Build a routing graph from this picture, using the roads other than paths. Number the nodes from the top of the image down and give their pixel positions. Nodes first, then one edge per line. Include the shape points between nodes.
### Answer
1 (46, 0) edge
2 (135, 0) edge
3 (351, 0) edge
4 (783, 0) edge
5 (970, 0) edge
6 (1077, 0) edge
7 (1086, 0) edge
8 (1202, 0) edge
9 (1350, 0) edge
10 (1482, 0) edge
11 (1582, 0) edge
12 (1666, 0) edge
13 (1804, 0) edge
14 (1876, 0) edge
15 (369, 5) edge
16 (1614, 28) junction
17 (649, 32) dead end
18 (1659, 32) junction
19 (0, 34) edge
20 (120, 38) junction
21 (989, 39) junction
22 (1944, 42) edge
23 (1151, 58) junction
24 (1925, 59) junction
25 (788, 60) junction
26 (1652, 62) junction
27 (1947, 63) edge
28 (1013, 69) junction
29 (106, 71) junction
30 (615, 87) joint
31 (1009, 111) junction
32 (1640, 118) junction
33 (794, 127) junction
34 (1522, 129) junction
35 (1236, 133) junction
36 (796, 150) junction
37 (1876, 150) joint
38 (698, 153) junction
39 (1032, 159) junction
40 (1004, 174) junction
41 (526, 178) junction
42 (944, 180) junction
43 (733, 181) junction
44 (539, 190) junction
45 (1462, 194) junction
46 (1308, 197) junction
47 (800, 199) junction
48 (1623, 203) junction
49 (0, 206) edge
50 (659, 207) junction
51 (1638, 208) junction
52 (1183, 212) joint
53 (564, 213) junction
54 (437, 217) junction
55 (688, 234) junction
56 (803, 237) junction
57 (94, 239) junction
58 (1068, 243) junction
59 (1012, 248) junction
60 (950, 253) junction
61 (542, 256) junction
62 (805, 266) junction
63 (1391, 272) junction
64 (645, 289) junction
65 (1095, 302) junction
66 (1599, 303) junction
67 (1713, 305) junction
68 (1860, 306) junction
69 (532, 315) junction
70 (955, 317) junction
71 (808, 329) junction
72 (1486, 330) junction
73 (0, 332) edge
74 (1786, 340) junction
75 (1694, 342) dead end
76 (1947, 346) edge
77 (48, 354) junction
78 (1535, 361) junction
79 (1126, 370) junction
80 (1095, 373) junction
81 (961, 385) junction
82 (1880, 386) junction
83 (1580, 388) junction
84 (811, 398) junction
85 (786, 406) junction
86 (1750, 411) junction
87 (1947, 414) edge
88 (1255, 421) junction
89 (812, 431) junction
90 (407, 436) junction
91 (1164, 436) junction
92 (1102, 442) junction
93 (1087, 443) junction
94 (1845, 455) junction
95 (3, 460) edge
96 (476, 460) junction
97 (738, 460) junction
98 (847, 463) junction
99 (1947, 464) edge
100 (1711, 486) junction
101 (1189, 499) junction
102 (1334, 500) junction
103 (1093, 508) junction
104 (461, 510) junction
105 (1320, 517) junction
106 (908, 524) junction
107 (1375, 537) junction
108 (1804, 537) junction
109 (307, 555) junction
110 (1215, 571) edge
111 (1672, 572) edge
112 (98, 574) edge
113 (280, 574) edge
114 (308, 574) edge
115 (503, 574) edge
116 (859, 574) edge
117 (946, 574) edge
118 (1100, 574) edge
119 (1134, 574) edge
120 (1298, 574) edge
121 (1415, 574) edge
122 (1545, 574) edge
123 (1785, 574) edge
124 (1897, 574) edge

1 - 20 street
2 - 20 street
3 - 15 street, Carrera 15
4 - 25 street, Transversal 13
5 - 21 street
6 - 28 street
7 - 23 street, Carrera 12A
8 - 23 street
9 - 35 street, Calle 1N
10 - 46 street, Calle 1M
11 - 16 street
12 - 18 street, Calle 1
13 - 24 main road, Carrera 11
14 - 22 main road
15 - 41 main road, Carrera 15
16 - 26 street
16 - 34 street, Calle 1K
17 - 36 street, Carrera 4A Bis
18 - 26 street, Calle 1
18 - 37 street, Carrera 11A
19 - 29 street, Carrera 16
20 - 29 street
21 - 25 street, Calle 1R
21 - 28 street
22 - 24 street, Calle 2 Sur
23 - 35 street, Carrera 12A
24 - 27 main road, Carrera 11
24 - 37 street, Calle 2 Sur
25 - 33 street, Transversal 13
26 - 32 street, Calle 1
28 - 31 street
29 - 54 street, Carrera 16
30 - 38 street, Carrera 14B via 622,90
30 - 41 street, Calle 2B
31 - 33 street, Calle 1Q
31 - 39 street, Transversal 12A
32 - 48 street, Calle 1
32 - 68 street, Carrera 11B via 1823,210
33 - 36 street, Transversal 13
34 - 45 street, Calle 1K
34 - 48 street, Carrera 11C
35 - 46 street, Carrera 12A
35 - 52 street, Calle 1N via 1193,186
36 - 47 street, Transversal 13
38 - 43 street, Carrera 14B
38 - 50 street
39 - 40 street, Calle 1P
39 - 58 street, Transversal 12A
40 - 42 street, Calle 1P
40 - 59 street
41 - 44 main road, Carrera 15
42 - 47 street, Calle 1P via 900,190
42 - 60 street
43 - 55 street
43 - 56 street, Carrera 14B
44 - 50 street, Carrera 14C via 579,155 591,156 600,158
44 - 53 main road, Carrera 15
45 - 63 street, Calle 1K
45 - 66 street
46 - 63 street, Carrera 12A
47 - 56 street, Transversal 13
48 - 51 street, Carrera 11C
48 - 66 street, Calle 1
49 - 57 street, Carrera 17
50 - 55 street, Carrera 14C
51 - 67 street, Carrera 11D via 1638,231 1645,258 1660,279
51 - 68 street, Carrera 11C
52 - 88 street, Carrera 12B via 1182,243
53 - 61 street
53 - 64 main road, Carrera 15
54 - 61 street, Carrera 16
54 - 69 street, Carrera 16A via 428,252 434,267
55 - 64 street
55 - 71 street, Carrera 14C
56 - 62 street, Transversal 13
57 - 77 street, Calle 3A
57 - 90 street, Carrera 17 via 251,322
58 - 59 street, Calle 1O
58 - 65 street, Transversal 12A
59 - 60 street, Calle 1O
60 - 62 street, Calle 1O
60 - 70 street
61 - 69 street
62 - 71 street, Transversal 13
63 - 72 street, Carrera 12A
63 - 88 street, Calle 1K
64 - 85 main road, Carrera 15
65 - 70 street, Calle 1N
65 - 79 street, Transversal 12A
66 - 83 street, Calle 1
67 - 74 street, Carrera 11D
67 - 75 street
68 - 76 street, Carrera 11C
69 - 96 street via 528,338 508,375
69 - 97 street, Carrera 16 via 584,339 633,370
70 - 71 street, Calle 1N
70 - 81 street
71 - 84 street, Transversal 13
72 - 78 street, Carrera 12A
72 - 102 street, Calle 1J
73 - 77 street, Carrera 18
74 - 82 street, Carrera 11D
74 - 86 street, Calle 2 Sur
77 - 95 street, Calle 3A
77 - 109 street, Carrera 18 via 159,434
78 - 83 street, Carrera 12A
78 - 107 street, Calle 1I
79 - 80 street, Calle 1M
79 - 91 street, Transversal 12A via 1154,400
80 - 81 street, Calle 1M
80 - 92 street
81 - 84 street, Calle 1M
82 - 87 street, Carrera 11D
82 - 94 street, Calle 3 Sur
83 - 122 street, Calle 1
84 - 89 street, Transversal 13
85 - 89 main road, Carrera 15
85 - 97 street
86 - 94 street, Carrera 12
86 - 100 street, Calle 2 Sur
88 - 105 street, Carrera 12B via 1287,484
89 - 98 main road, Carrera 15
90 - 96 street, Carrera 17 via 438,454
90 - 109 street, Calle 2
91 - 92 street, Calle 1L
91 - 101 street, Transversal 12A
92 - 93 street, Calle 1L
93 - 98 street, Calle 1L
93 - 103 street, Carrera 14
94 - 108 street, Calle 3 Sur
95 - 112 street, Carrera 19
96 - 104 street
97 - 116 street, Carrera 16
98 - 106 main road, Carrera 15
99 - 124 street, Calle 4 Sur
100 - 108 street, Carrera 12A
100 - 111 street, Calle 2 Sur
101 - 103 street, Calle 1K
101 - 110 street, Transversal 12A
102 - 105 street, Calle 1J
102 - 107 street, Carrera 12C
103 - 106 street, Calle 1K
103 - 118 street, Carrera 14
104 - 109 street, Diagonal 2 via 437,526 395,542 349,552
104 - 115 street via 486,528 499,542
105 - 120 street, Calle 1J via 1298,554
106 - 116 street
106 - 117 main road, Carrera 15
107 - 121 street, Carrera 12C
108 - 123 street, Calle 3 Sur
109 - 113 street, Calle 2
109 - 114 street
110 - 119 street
--
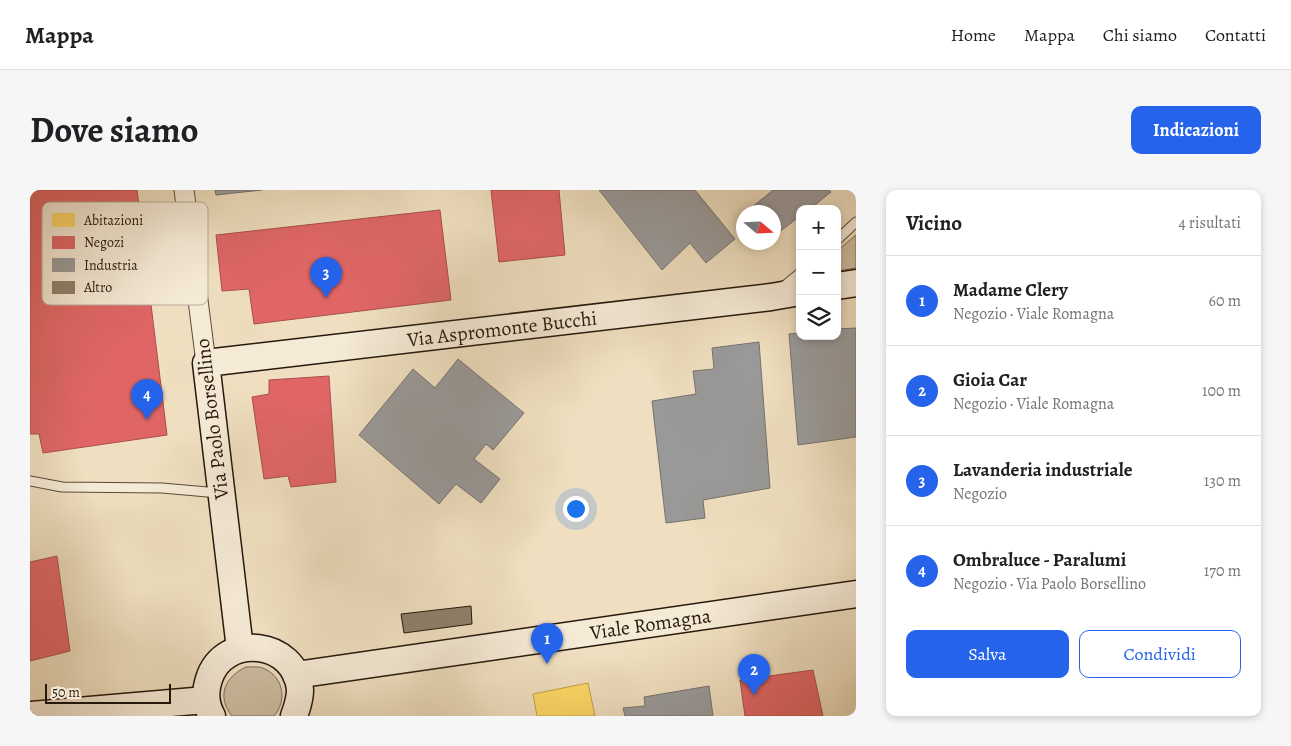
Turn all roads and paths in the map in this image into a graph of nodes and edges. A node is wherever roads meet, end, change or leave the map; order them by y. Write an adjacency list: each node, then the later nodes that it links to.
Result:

Description of the task:
Determine which lines above include the word "nodes", and report those lines in full.

Written answer:
Build a routing graph from this picture, using the roads other than paths. Number the nodes from the top of the image down and give their pixel positions. Nodes first, then one edge per line. Include the shape points between nodes.
Turn all roads and paths in the map in this image into a graph of nodes and edges. A node is wherever roads meet, end, change or leave the map; order them by y. Write an adjacency list: each node, then the later nodes that it links to.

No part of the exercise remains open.